From Middle English warloghe, warlowe, warloȝe, from Old English wǣrloga (“traitor, deceiver”, literally “truce-breaker”), from wǣr (“covenant, truce, pact, promise”) (from Proto-Indo-European *wēr- (“true”); compare veritable) + loga (“liar”), from Proto-Germanic *lugô, related to Old English lēogan (whence English lie). The hard -ck ending originated in Scottish and Northern English, like the sense "male magic-user" (from the notion that such men were in league with the Devil). Cognate with Old High German wārlogo (“truce-breaker, traitor”).

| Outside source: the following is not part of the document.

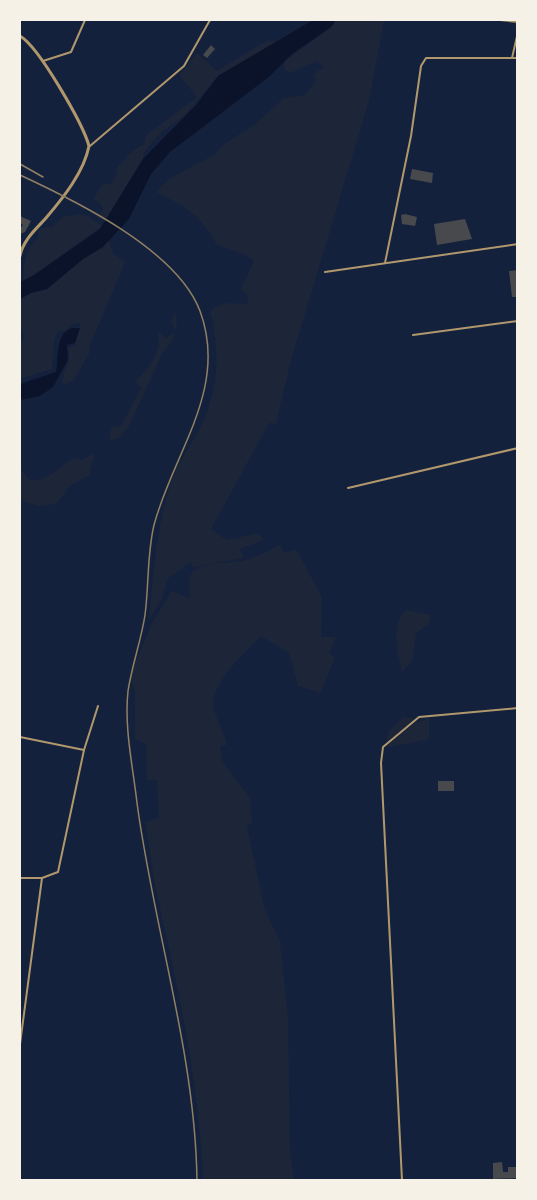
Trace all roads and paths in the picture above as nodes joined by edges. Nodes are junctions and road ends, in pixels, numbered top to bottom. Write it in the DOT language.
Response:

A few writers have alternatively proposed that the word derives from Old Norse varðlokkur (“caller of spirits”), but as the OED notes, this is implausible due to the extreme rarity of the Norse word and the fact that forms without hard -k, which are consistent with the Old English etymology (“traitor”), are attested earlier than forms with -k (and forms with -ð- are not attested).
warlock (plural warlocks)
- A male magic-user; a male witch.
- (Can we verify(+) this sense?) A traitor or oath-breaker.
- (Can we verify(+) this sense?) The Devil, Satan; a demon.
- Because of its etymology, the term is not much used by male pagans themselves, who often identify as witches instead.